Where Your Dreams Become Reality
LRC: The Week That Was July 21-27, 2008
With no Golden League competitions taking place this week, the action was somewhat less hectic than in the previous week; nonetheless, there were many noteworthy performances on the track, in the field and on the road. We summarize the week's highlights with our "Top 10 Athletes" feature.

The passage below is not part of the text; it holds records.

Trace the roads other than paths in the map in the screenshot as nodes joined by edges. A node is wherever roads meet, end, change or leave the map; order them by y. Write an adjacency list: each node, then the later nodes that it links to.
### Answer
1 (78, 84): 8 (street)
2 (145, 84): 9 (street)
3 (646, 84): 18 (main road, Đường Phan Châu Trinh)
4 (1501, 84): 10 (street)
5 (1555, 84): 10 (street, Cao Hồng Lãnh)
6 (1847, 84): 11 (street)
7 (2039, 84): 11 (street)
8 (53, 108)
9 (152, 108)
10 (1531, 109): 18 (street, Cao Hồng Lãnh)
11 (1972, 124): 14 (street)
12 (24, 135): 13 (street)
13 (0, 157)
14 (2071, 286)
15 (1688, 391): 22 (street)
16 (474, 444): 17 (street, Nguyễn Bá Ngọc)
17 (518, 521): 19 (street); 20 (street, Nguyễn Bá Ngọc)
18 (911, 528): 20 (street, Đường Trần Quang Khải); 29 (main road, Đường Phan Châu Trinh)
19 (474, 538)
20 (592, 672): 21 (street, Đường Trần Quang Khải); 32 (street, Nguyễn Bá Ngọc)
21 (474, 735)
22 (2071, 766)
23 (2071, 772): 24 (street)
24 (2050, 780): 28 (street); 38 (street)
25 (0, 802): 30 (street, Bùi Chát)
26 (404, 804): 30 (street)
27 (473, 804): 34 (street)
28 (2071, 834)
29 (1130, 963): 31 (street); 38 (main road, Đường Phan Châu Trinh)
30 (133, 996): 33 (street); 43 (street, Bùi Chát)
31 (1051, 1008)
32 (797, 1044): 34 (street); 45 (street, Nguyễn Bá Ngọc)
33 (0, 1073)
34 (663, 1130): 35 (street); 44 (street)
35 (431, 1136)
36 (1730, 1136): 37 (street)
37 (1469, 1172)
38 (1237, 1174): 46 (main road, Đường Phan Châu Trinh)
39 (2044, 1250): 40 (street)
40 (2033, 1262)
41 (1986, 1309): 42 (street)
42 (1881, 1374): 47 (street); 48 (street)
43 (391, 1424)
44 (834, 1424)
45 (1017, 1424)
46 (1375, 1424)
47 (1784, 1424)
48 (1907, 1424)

LRC Top 10 Athletes Of The Week
1. Meseret Defar: At the DN Galan in Stockholm, the 2004 Olympic gold medallist from Ethiopia gave a stouthearted, largely solo attempt to reclaim the 5,000m world record she had set twice in her stellar career. Defar's countrywoman and bitter rival Tirunesh Dibaba had upgraded the mark by over 5 seconds to 14:11.15 in Oslo on June 6th, prompting Defar to enlist her personal rabbit Olga Komyagina to assist in taking back the record. The reliable Komyagina masterfully clicked off five of the requisite 68-second laps with Defar locked in a stride behind, then stepped off to watch the great champion battle the stopwatch alone. Within another two laps, the solitary struggle was taking its toll and Defar had slipped 3 seconds behind record pace, laboring in the red zone but still hammering out a tempo that kept the record within sight. Defar fought valiantly but slipped further off target pace during the next few laps and by the bell was in want of a 58.6 final circuit for success. The Ethiopian superstar has closed that fast in championship races, but running unaccompanied at near-record pace, it was not to be. She clawed out a courageous 60.4 to stop the clock at 14:12.88, #2 all-time. Finishing over 250 meters behind, utterly vanquished, were world-class runners Zakia Mohamed, Jo Pavey and Kim Smith, all top-six finishers in Olympic or World Championships events.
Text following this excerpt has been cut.